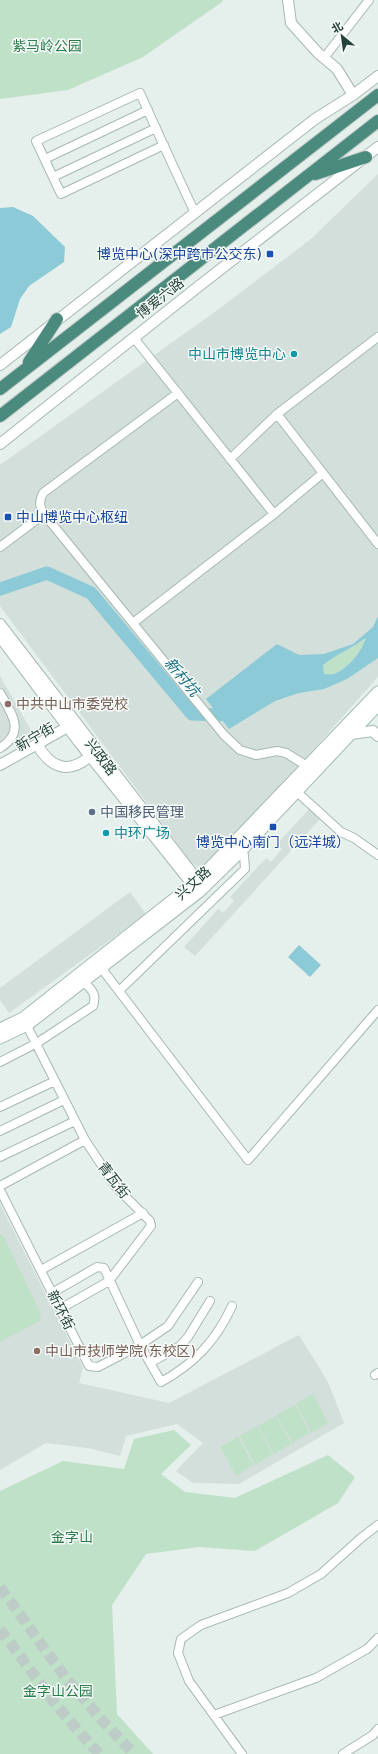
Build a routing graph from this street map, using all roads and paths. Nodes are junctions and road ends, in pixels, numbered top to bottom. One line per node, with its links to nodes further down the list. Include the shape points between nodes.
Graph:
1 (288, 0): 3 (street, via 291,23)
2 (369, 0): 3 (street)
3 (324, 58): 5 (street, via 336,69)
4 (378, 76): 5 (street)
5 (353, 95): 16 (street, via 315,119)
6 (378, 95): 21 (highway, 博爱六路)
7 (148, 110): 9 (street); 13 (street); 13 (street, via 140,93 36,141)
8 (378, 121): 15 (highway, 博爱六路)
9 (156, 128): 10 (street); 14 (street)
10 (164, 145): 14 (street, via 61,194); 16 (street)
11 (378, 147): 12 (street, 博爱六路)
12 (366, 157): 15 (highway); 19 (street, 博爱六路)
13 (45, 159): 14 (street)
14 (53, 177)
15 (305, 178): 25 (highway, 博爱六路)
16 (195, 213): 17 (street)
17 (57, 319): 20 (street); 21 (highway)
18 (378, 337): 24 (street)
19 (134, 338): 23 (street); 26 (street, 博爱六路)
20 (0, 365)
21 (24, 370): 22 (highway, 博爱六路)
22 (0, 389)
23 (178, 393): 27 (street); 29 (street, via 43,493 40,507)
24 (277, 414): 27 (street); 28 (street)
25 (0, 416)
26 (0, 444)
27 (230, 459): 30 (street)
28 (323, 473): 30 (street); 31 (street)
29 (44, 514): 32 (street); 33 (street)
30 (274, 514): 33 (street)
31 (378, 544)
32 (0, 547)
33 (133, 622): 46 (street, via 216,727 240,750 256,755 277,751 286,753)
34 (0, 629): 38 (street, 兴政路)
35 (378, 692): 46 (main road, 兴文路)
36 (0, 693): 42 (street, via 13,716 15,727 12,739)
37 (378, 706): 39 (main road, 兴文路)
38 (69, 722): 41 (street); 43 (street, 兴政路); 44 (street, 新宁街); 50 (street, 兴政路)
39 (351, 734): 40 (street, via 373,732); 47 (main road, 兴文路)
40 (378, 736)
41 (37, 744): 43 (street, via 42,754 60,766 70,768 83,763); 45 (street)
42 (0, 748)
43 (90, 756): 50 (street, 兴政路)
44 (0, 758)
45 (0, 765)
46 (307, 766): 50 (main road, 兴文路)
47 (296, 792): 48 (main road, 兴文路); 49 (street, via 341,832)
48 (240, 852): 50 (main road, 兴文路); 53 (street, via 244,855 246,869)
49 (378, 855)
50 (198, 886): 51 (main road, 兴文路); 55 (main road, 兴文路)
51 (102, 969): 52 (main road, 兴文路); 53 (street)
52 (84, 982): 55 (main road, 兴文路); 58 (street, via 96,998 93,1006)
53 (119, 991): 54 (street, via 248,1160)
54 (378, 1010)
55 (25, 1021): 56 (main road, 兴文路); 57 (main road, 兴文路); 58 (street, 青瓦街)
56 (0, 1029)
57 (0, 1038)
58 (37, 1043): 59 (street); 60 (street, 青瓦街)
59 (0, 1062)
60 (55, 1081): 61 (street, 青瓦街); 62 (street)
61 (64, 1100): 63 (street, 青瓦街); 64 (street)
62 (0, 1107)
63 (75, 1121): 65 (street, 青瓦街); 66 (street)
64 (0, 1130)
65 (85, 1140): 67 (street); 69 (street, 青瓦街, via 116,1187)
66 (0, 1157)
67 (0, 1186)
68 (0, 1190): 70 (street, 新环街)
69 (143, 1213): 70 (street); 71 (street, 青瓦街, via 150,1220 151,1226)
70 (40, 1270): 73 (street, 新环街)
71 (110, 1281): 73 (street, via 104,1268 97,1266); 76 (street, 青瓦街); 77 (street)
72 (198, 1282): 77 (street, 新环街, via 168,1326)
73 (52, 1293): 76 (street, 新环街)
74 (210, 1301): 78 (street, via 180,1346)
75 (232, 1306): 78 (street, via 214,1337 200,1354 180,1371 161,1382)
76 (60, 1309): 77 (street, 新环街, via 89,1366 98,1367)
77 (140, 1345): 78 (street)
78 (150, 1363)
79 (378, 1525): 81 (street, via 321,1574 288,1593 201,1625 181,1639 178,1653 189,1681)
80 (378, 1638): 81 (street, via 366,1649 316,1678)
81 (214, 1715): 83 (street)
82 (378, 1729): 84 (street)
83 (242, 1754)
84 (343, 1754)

● WHAT YOU HAVE TO DO
Read the records above. Show each line that has the string "博爱六路".

● ANSWER TO THIS EXERCISE
6 (378, 95): 21 (highway, 博爱六路)
8 (378, 121): 15 (highway, 博爱六路)
11 (378, 147): 12 (street, 博爱六路)
12 (366, 157): 15 (highway); 19 (street, 博爱六路)
15 (305, 178): 25 (highway, 博爱六路)
19 (134, 338): 23 (street); 26 (street, 博爱六路)
21 (24, 370): 22 (highway, 博爱六路)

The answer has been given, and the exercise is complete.